CN101003786A - Culture medium for microzymes of resisting hyperosmosis in soy sauce - Google Patents
Culture medium for microzymes of resisting hyperosmosis in soy sauce Download PDFInfo
- Publication number
- CN101003786A CN101003786A CN 200710026232 CN200710026232A CN101003786A CN 101003786 A CN101003786 A CN 101003786A CN 200710026232 CN200710026232 CN 200710026232 CN 200710026232 A CN200710026232 A CN 200710026232A CN 101003786 A CN101003786 A CN 101003786A
- Authority
- CN
- China
- Prior art keywords
- soy sauce
- yeast
- culture medium
- substratum
- soybean
- Prior art date
- Legal status (The legal status is an assumption and is not a legal conclusion. Google has not performed a legal analysis and makes no representation as to the accuracy of the status listed.)
- Pending
Links
Landscapes
- Soy Sauces And Products Related Thereto (AREA)
- Micro-Organisms Or Cultivation Processes Thereof (AREA)
Abstract
This invention provides a culture medium for high osmotic pressure-resistant yeast in soybean sauce, and its application in detecting high osmotic pressure-resistant yeast in soybean sauce. The culture medium comprises: glucose 50-60 wt. %, yeast powder 2.5-5.0 wt. %, NaCl 2.5-5.0 wt. %, soybean extract 2.0-5.0 wt. %, and distilled water.

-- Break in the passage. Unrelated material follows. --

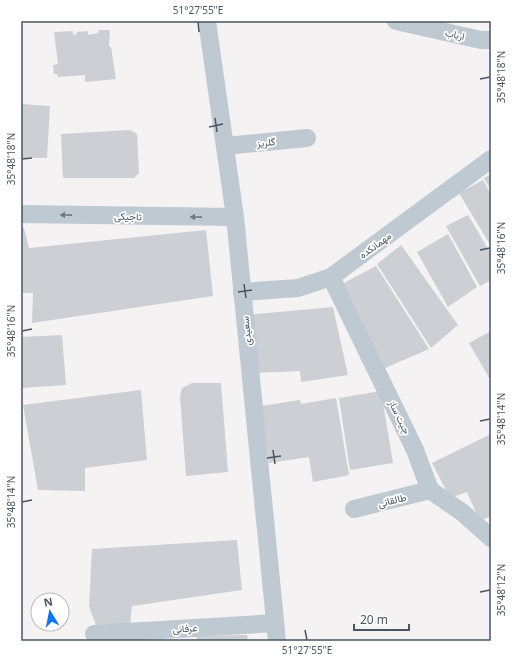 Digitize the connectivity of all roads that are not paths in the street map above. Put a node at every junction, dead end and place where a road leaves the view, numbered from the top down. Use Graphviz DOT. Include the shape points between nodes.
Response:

The culture medium can culture and separate high osmotic pressure-resistant yeast from aerogenic soybean sauce, and can observe aerogenic phenomenon. Therefore, the culture medium can rapidly analyze the deterioration reason of aerogenic soybean sauce, and can provide a method for preventing soybean sauce deterioration.
Description
Technical field
The present invention relates to osmophilic strain microzyme culture medium and the application in the osmophilic strain yeast in detecting soy sauce thereof in a kind of microbiological culture media of artificial preparation, particularly soy sauce.
Background technology
Substratum is the suitable microorganism growth breeding of artificial preparation or the nutritive substance of accumulation meta-bolites, in order to separate, to cultivate, to identify, preserve various microorganisms or to accumulate its meta-bolites.At occurring in nature, microbe species is various, and nutrient type is various, and research purpose difference in addition is so culture medium preparation method and principle also just have nothing in common with each other.Generally speaking, in different types of substratum, all can contain moisture, carbon source, nitrogenous source, the energy, inorganic salt, somatomedin etc., just relative content can be variant.Different microorganisms is also different with osmotic pressure to the requirement of pH.
Soy sauce is a kind of traditional soybean fermented seasonings of China, is subjected to liking of China and world people deeply.When quality of sauce is rotten, aerogenesis swell phenomenon can appear in storage or the shelf-lives of soy sauce after can, this phenomenon is owing to some osmophilic strain saccharomycetes to make fermentation aerogenesis causes, adopt conventional common microzyme culture medium, as MacConkey medium, malt extract medium, glucose-yeast water-protein culture medium and PDA substratum etc. carry out saccharomycetic separation and Culture, all separate the osmophilic strain yeast less than these harm, " microbiological test of food hygiene mould and yeast counting GB4789.15-2003 " also detects less than this yeast-like fungi according to national standard.Sanitary inspection and the microbial contamination investigation and the improvement thereof of soy sauce have been had a strong impact on.
Summary of the invention
The objective of the invention is at distinctive high osmotic pressure condition of soy sauce and nutritional requirement, develop the substratum of osmophilic yeast growth in a kind of suitable soy sauce, and a kind of saccharomycetic application of osmophilic strain in this substratum detection soy sauce that utilizes is proposed, to adapt to the needs that soy sauce cleaner production and health are analyzed.
The substratum of osmophilic yeast growth in the soy sauce that the present invention developed, the weight percent proportioning of its component is:
Glucose 50%~60%, yeast powder 2.5%~5.0%, sodium-chlor 2.5%~5.0%, soybean extract 2.0%~5.0%, all the other are distilled water.The pH nature.
The preparation method of described soybean extract is as follows: dried soybean is fully soaked (being generally 18h) with distilled water, take by weighing the soybean that 1 weight part soaks, boil, make soya-bean milk with soybean milk maker again with microwave oven, use filtered through gauze, the filtrate adding distil water is made the soybean extract of 4~8 times of weight parts.
The preparation method of substratum of the present invention is: take by weighing glucose, yeast powder, sodium-chlor, soybean extract successively exactly by the prescription of substratum and put into beaker, and adding distilled water, stir evenly with glass rod, then on asbestos gauge the heating make its dissolving, or on magnetic stirring apparatus heating for dissolving, the dissolving back adds agar (peptizer) in 2.5% ratio, reheat dissolves, and replenishes the moisture that is lost at last, is sub-packed in triangular flask, wrapping back is in 0.103Mpa, 121 ℃ of high pressure steam sterilizations 30 minutes.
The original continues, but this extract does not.